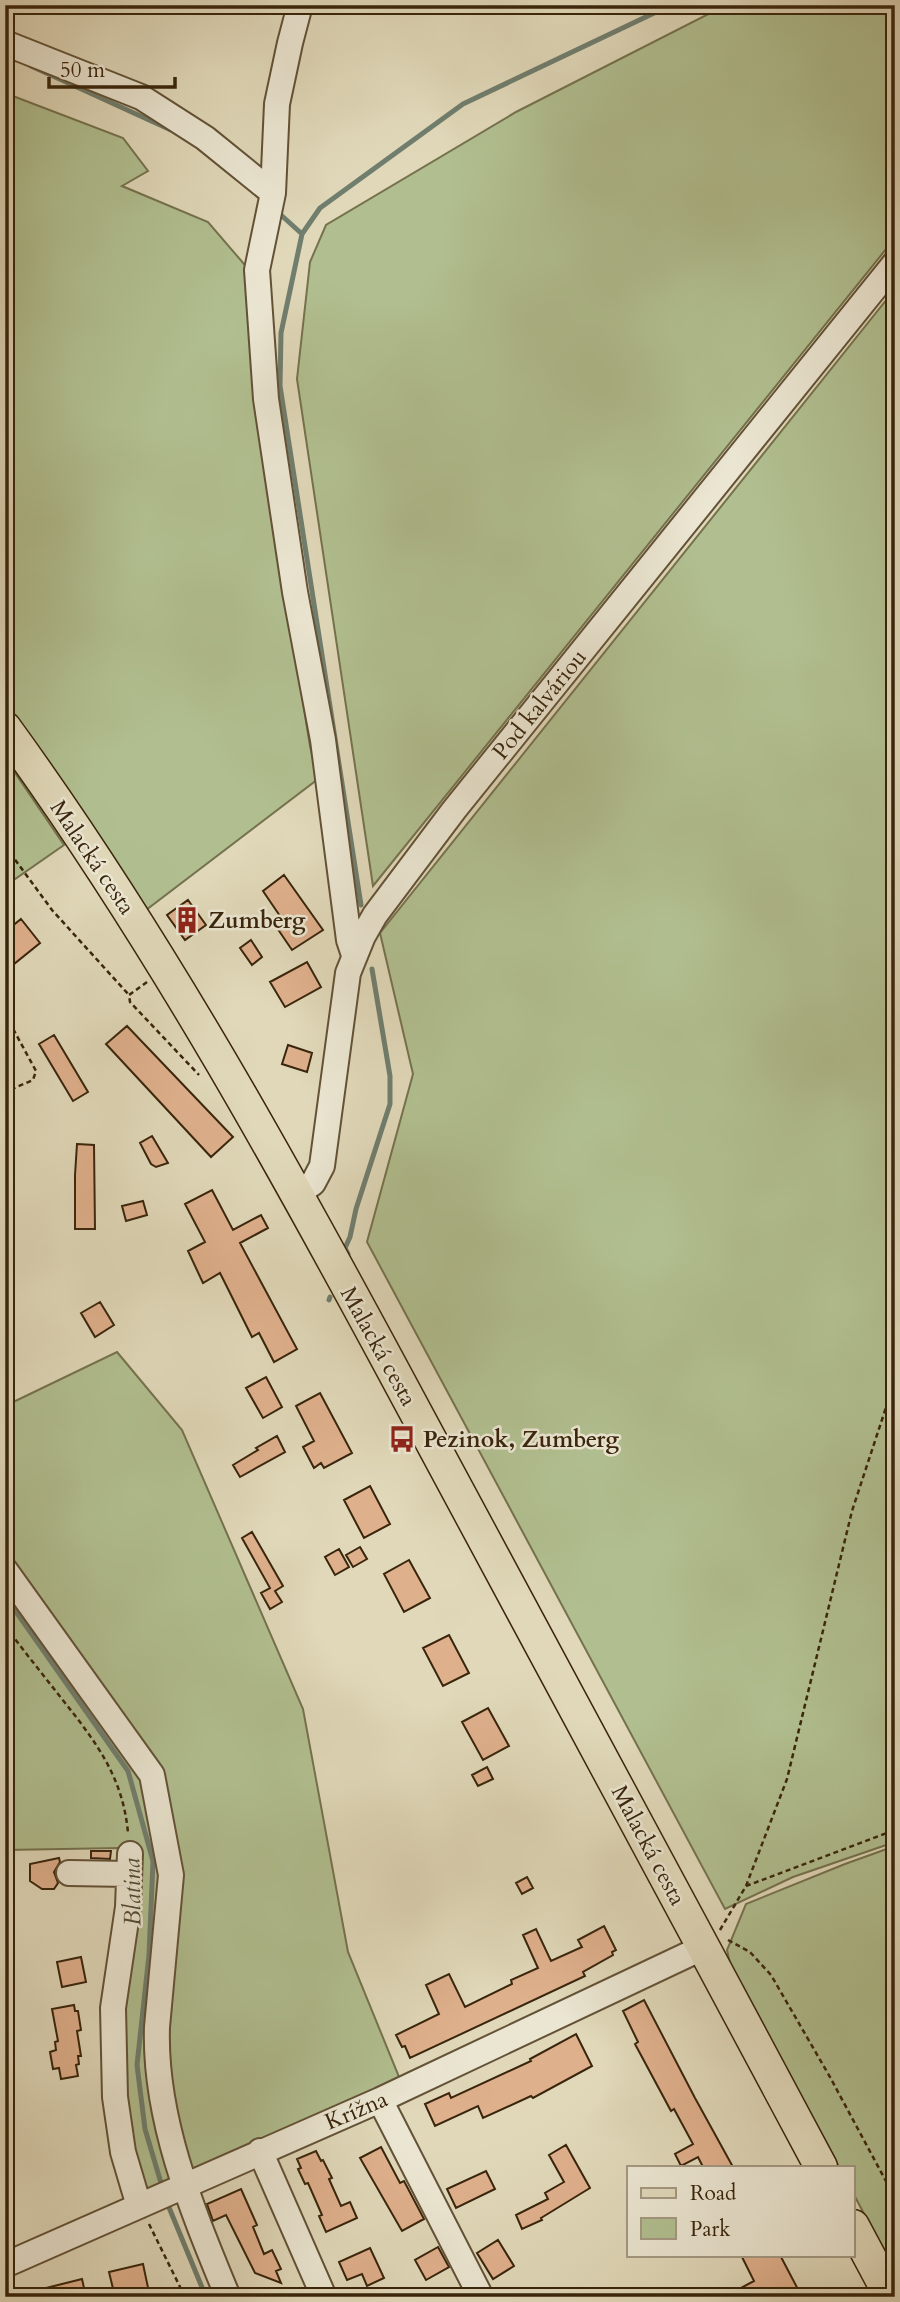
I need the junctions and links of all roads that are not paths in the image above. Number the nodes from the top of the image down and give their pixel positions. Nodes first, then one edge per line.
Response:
1 (300, 5) edge
2 (5, 43) edge
3 (272, 193) junction
4 (895, 263) edge
5 (5, 728) edge
6 (354, 955) junction
7 (296, 1195) junction
8 (5, 1570) edge
9 (69, 1873) dead end
10 (709, 1941) junction
11 (380, 2100) junction
12 (260, 2151) junction
13 (821, 2166) edge
14 (182, 2186) junction
15 (141, 2205) junction
16 (855, 2230) edge
17 (5, 2265) edge
18 (228, 2297) edge
19 (324, 2297) edge
20 (481, 2297) edge
21 (891, 2297) edge

1 - 3 street
2 - 3 street
3 - 6 street
4 - 6 street, Pod kalváriou
5 - 7 main road, Malacká cesta
6 - 7 street, Pod kalváriou
7 - 10 main road, Malacká cesta
8 - 14 street
9 - 15 street
10 - 11 street, Krížna
10 - 13 main road, Malacká cesta
11 - 12 street, Krížna
11 - 20 street
12 - 14 street, Krížna
12 - 19 street
14 - 15 street, Krížna
14 - 18 street
15 - 17 street, Krížna
16 - 21 main road

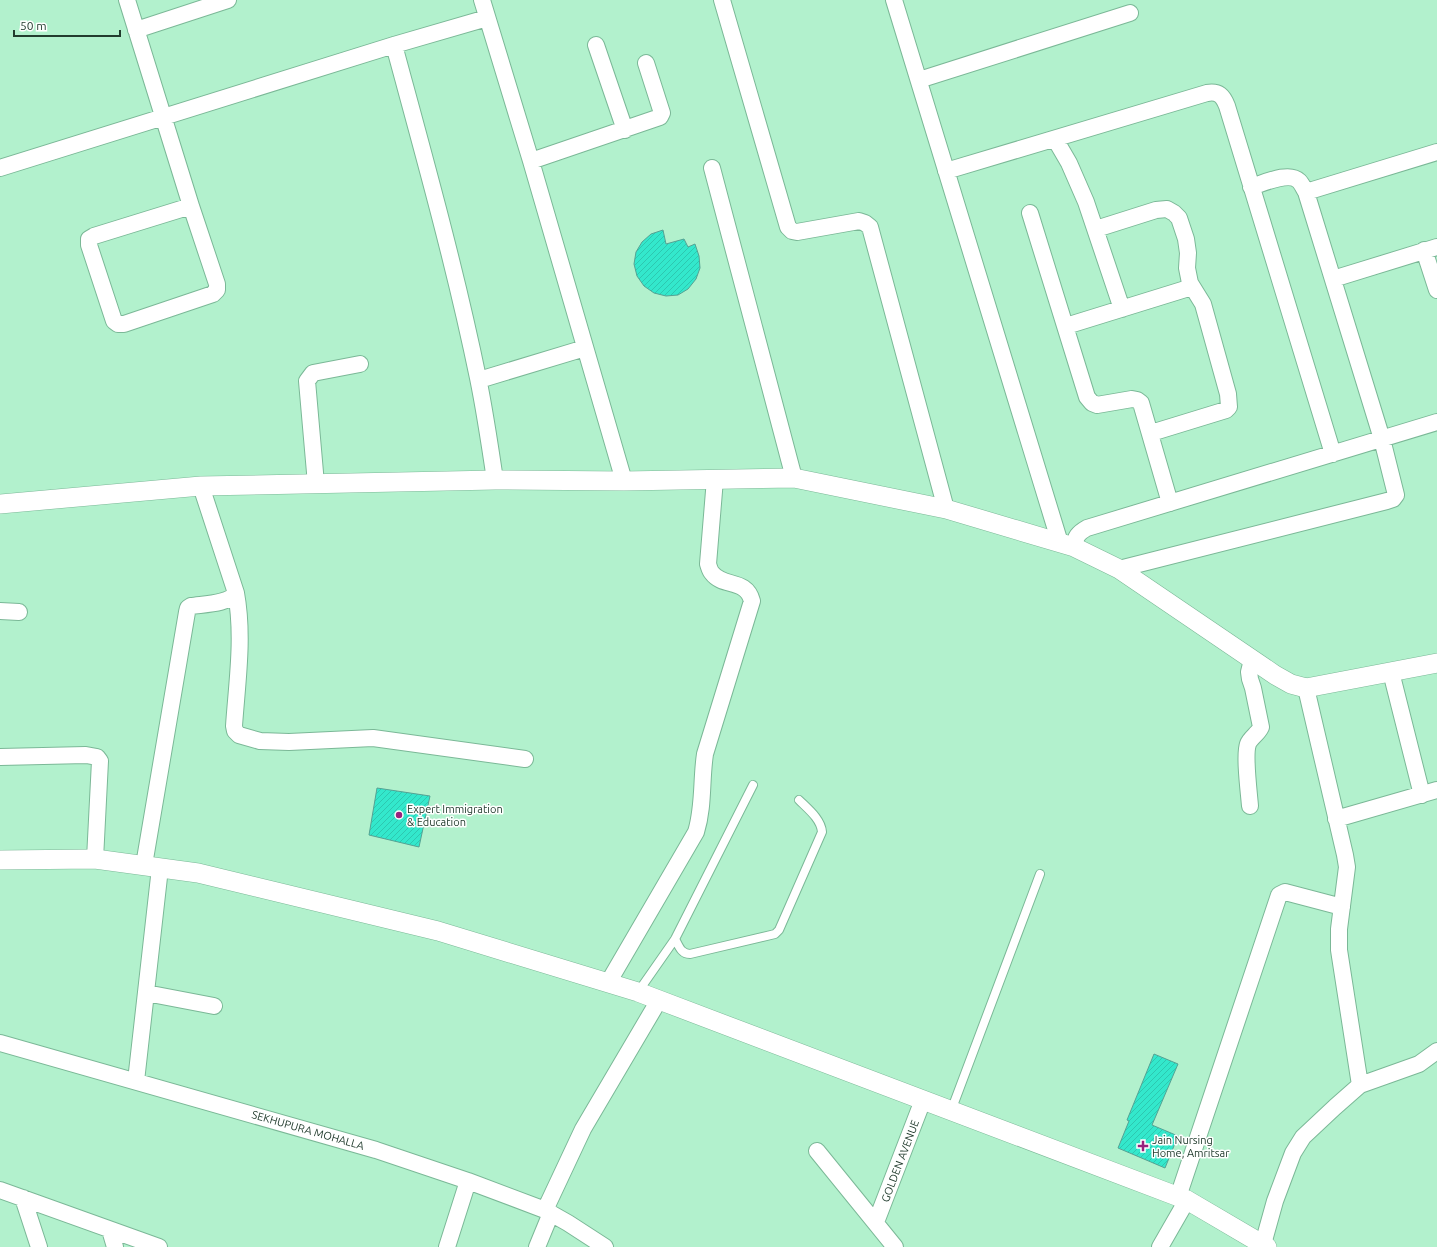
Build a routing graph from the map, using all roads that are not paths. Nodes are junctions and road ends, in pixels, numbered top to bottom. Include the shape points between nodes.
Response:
1 (126, 0) edge
2 (228, 0) edge
3 (482, 0) edge
4 (722, 0) edge
5 (894, 0) edge
6 (1130, 14) dead end
7 (487, 18) junction
8 (136, 30) junction
9 (394, 45) junction
10 (596, 45) dead end
11 (646, 63) dead end
12 (919, 80) junction
13 (163, 117) junction
14 (625, 130) junction
15 (1054, 139) junction
16 (1437, 152) edge
17 (531, 161) junction
18 (0, 168) edge
19 (712, 168) dead end
20 (946, 171) junction
21 (1252, 187) junction
22 (1306, 192) junction
23 (191, 206) junction
24 (1030, 213) dead end
25 (1096, 229) junction
26 (1431, 248) edge
27 (1333, 279) junction
28 (1192, 287) junction
29 (1437, 290) edge
30 (1122, 309) junction
31 (1066, 326) junction
32 (585, 348) junction
33 (360, 364) dead end
34 (479, 380) junction
35 (1437, 422) edge
36 (1151, 433) junction
37 (1382, 439) junction
38 (1333, 454) junction
39 (794, 478) junction
40 (715, 479) junction
41 (495, 480) junction
42 (624, 482) junction
43 (316, 484) junction
44 (201, 486) junction
45 (1170, 503) junction
46 (0, 504) edge
47 (946, 509) junction
48 (1067, 545) junction
49 (1119, 569) junction
50 (236, 593) junction
51 (0, 611) edge
52 (18, 612) dead end
53 (1252, 660) junction
54 (1437, 663) edge
55 (1391, 672) junction
56 (1306, 688) junction
57 (0, 757) edge
58 (525, 759) dead end
59 (753, 785) dead end
60 (1430, 792) edge
61 (799, 800) dead end
62 (1250, 806) dead end
63 (1336, 819) junction
64 (95, 859) junction
65 (0, 860) edge
66 (152, 866) junction
67 (1040, 874) dead end
68 (1342, 907) junction
69 (675, 939) junction
70 (608, 983) junction
71 (638, 992) junction
72 (146, 994) junction
73 (659, 1000) junction
74 (214, 1006) dead end
75 (0, 1043) edge
76 (1437, 1051) edge
77 (136, 1081) junction
78 (1360, 1085) junction
79 (923, 1100) junction
80 (951, 1111) junction
81 (817, 1151) dead end
82 (468, 1181) junction
83 (0, 1190) edge
84 (23, 1198) junction
85 (1182, 1199) junction
86 (548, 1212) junction
87 (876, 1222) junction
88 (110, 1230) junction
89 (1265, 1245) edge
90 (39, 1247) edge
91 (115, 1247) edge
92 (159, 1247) edge
93 (446, 1247) edge
94 (536, 1247) edge
95 (605, 1247) edge
96 (895, 1247) edge
97 (1160, 1247) edge

1 - 8 street
2 - 8 street
3 - 7 street
4 - 47 street via 788,227 797,232 859,221 870,227
5 - 12 street
6 - 12 street
7 - 9 street
7 - 17 street
8 - 13 street
9 - 13 street
9 - 34 street
10 - 14 street
11 - 14 street via 662,113 660,117
12 - 20 street
13 - 18 street
13 - 23 street
14 - 17 street
15 - 20 street
15 - 21 street via 1214,92 1224,99 1227,106
15 - 25 street via 1076,176
16 - 22 street
17 - 32 street
19 - 39 street
20 - 48 street
21 - 22 street via 1292,177 1299,181
21 - 38 street
22 - 27 street
23 - 23 street via 89,239 88,245 114,321 118,324 213,294 217,290
24 - 31 street
25 - 28 street via 1156,210 1167,209 1174,212 1179,218 1186,239 1188,277
25 - 30 street
26 - 27 street
26 - 29 street
27 - 37 street
28 - 30 street
28 - 36 street via 1206,313 1228,394 1229,407 1222,412
30 - 31 street
31 - 36 street via 1087,397 1097,405 1132,399 1141,402
32 - 34 street
32 - 42 street
33 - 43 street via 312,373 306,381
34 - 41 street
35 - 37 street
36 - 45 street
37 - 38 street
37 - 49 street via 1396,494 1393,499
38 - 45 street
39 - 40 street
39 - 47 street
40 - 42 street
40 - 70 street via 708,564 717,578 744,588 750,594 752,602 705,754 700,818 696,832
41 - 42 street
41 - 43 street
43 - 44 street
44 - 46 street
44 - 50 street
45 - 48 street via 1087,528
47 - 48 street
48 - 49 street
49 - 53 street
50 - 58 street via 240,628 234,726 239,735 260,741 289,742 372,738
50 - 66 street via 228,600 188,608
51 - 52 street
53 - 56 street via 1291,684
53 - 62 street via 1249,672 1261,727 1259,733 1247,744
54 - 55 street
55 - 56 street
55 - 60 street
56 - 63 street
57 - 64 street via 97,757 100,761
59 - 69 lane
60 - 63 street
61 - 69 lane via 819,821 822,832 779,930 775,934 690,954 682,952
63 - 68 street via 1347,867
64 - 65 street
64 - 66 street
66 - 70 street via 198,873 438,930
66 - 72 street
67 - 80 lane
68 - 78 street via 1340,950
68 - 85 street via 1285,892 1279,895
69 - 71 lane
70 - 71 street
71 - 73 street
72 - 74 street
72 - 77 street
73 - 79 street
73 - 86 street via 583,1129
75 - 77 street, SEKHUPURA MOHALLA
76 - 78 street via 1419,1064
77 - 82 street, SEKHUPURA MOHALLA via 376,1150
78 - 89 street via 1303,1137 1293,1153 1275,1201
79 - 80 street
79 - 87 street, GOLDEN AVENUE
80 - 85 street
81 - 87 street
82 - 86 street, SEKHUPURA MOHALLA
82 - 93 street
83 - 84 street
84 - 88 street
84 - 90 street
85 - 89 street
85 - 97 street
86 - 94 street
86 - 95 street, SEKHUPURA MOHALLA
87 - 96 street
88 - 91 street
88 - 92 street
****
**Goal of the exercise**
Pictures stay out, but everything else in the records must be output exactly.

**Answer for the task**
I need the junctions and links of all roads that are not paths in the image above. Number the nodes from the top of the image down and give their pixel positions. Nodes first, then one edge per line.
Response:
1 (300, 5) edge
2 (5, 43) edge
3 (272, 193) junction
4 (895, 263) edge
5 (5, 728) edge
6 (354, 955) junction
7 (296, 1195) junction
8 (5, 1570) edge
9 (69, 1873) dead end
10 (709, 1941) junction
11 (380, 2100) junction
12 (260, 2151) junction
13 (821, 2166) edge
14 (182, 2186) junction
15 (141, 2205) junction
16 (855, 2230) edge
17 (5, 2265) edge
18 (228, 2297) edge
19 (324, 2297) edge
20 (481, 2297) edge
21 (891, 2297) edge

1 - 3 street
2 - 3 street
3 - 6 street
4 - 6 street, Pod kalváriou
5 - 7 main road, Malacká cesta
6 - 7 street, Pod kalváriou
7 - 10 main road, Malacká cesta
8 - 14 street
9 - 15 street
10 - 11 street, Krížna
10 - 13 main road, Malacká cesta
11 - 12 street, Krížna
11 - 20 street
12 - 14 street, Krížna
12 - 19 street
14 - 15 street, Krížna
14 - 18 street
15 - 17 street, Krížna
16 - 21 main road

Build a routing graph from the map, using all roads that are not paths. Nodes are junctions and road ends, in pixels, numbered top to bottom. Include the shape points between nodes.
Response:
1 (126, 0) edge
2 (228, 0) edge
3 (482, 0) edge
4 (722, 0) edge
5 (894, 0) edge
6 (1130, 14) dead end
7 (487, 18) junction
8 (136, 30) junction
9 (394, 45) junction
10 (596, 45) dead end
11 (646, 63) dead end
12 (919, 80) junction
13 (163, 117) junction
14 (625, 130) junction
15 (1054, 139) junction
16 (1437, 152) edge
17 (531, 161) junction
18 (0, 168) edge
19 (712, 168) dead end
20 (946, 171) junction
21 (1252, 187) junction
22 (1306, 192) junction
23 (191, 206) junction
24 (1030, 213) dead end
25 (1096, 229) junction
26 (1431, 248) edge
27 (1333, 279) junction
28 (1192, 287) junction
29 (1437, 290) edge
30 (1122, 309) junction
31 (1066, 326) junction
32 (585, 348) junction
33 (360, 364) dead end
34 (479, 380) junction
35 (1437, 422) edge
36 (1151, 433) junction
37 (1382, 439) junction
38 (1333, 454) junction
39 (794, 478) junction
40 (715, 479) junction
41 (495, 480) junction
42 (624, 482) junction
43 (316, 484) junction
44 (201, 486) junction
45 (1170, 503) junction
46 (0, 504) edge
47 (946, 509) junction
48 (1067, 545) junction
49 (1119, 569) junction
50 (236, 593) junction
51 (0, 611) edge
52 (18, 612) dead end
53 (1252, 660) junction
54 (1437, 663) edge
55 (1391, 672) junction
56 (1306, 688) junction
57 (0, 757) edge
58 (525, 759) dead end
59 (753, 785) dead end
60 (1430, 792) edge
61 (799, 800) dead end
62 (1250, 806) dead end
63 (1336, 819) junction
64 (95, 859) junction
65 (0, 860) edge
66 (152, 866) junction
67 (1040, 874) dead end
68 (1342, 907) junction
69 (675, 939) junction
70 (608, 983) junction
71 (638, 992) junction
72 (146, 994) junction
73 (659, 1000) junction
74 (214, 1006) dead end
75 (0, 1043) edge
76 (1437, 1051) edge
77 (136, 1081) junction
78 (1360, 1085) junction
79 (923, 1100) junction
80 (951, 1111) junction
81 (817, 1151) dead end
82 (468, 1181) junction
83 (0, 1190) edge
84 (23, 1198) junction
85 (1182, 1199) junction
86 (548, 1212) junction
87 (876, 1222) junction
88 (110, 1230) junction
89 (1265, 1245) edge
90 (39, 1247) edge
91 (115, 1247) edge
92 (159, 1247) edge
93 (446, 1247) edge
94 (536, 1247) edge
95 (605, 1247) edge
96 (895, 1247) edge
97 (1160, 1247) edge

1 - 8 street
2 - 8 street
3 - 7 street
4 - 47 street via 788,227 797,232 859,221 870,227
5 - 12 street
6 - 12 street
7 - 9 street
7 - 17 street
8 - 13 street
9 - 13 street
9 - 34 street
10 - 14 street
11 - 14 street via 662,113 660,117
12 - 20 street
13 - 18 street
13 - 23 street
14 - 17 street
15 - 20 street
15 - 21 street via 1214,92 1224,99 1227,106
15 - 25 street via 1076,176
16 - 22 street
17 - 32 street
19 - 39 street
20 - 48 street
21 - 22 street via 1292,177 1299,181
21 - 38 street
22 - 27 street
23 - 23 street via 89,239 88,245 114,321 118,324 213,294 217,290
24 - 31 street
25 - 28 street via 1156,210 1167,209 1174,212 1179,218 1186,239 1188,277
25 - 30 street
26 - 27 street
26 - 29 street
27 - 37 street
28 - 30 street
28 - 36 street via 1206,313 1228,394 1229,407 1222,412
30 - 31 street
31 - 36 street via 1087,397 1097,405 1132,399 1141,402
32 - 34 street
32 - 42 street
33 - 43 street via 312,373 306,381
34 - 41 street
35 - 37 street
36 - 45 street
37 - 38 street
37 - 49 street via 1396,494 1393,499
38 - 45 street
39 - 40 street
39 - 47 street
40 - 42 street
40 - 70 street via 708,564 717,578 744,588 750,594 752,602 705,754 700,818 696,832
41 - 42 street
41 - 43 street
43 - 44 street
44 - 46 street
44 - 50 street
45 - 48 street via 1087,528
47 - 48 street
48 - 49 street
49 - 53 street
50 - 58 street via 240,628 234,726 239,735 260,741 289,742 372,738
50 - 66 street via 228,600 188,608
51 - 52 street
53 - 56 street via 1291,684
53 - 62 street via 1249,672 1261,727 1259,733 1247,744
54 - 55 street
55 - 56 street
55 - 60 street
56 - 63 street
57 - 64 street via 97,757 100,761
59 - 69 lane
60 - 63 street
61 - 69 lane via 819,821 822,832 779,930 775,934 690,954 682,952
63 - 68 street via 1347,867
64 - 65 street
64 - 66 street
66 - 70 street via 198,873 438,930
66 - 72 street
67 - 80 lane
68 - 78 street via 1340,950
68 - 85 street via 1285,892 1279,895
69 - 71 lane
70 - 71 street
71 - 73 street
72 - 74 street
72 - 77 street
73 - 79 street
73 - 86 street via 583,1129
75 - 77 street, SEKHUPURA MOHALLA
76 - 78 street via 1419,1064
77 - 82 street, SEKHUPURA MOHALLA via 376,1150
78 - 89 street via 1303,1137 1293,1153 1275,1201
79 - 80 street
79 - 87 street, GOLDEN AVENUE
80 - 85 street
81 - 87 street
82 - 86 street, SEKHUPURA MOHALLA
82 - 93 street
83 - 84 street
84 - 88 street
84 - 90 street
85 - 89 street
85 - 97 street
86 - 94 street
86 - 95 street, SEKHUPURA MOHALLA
87 - 96 street
88 - 91 street
88 - 92 street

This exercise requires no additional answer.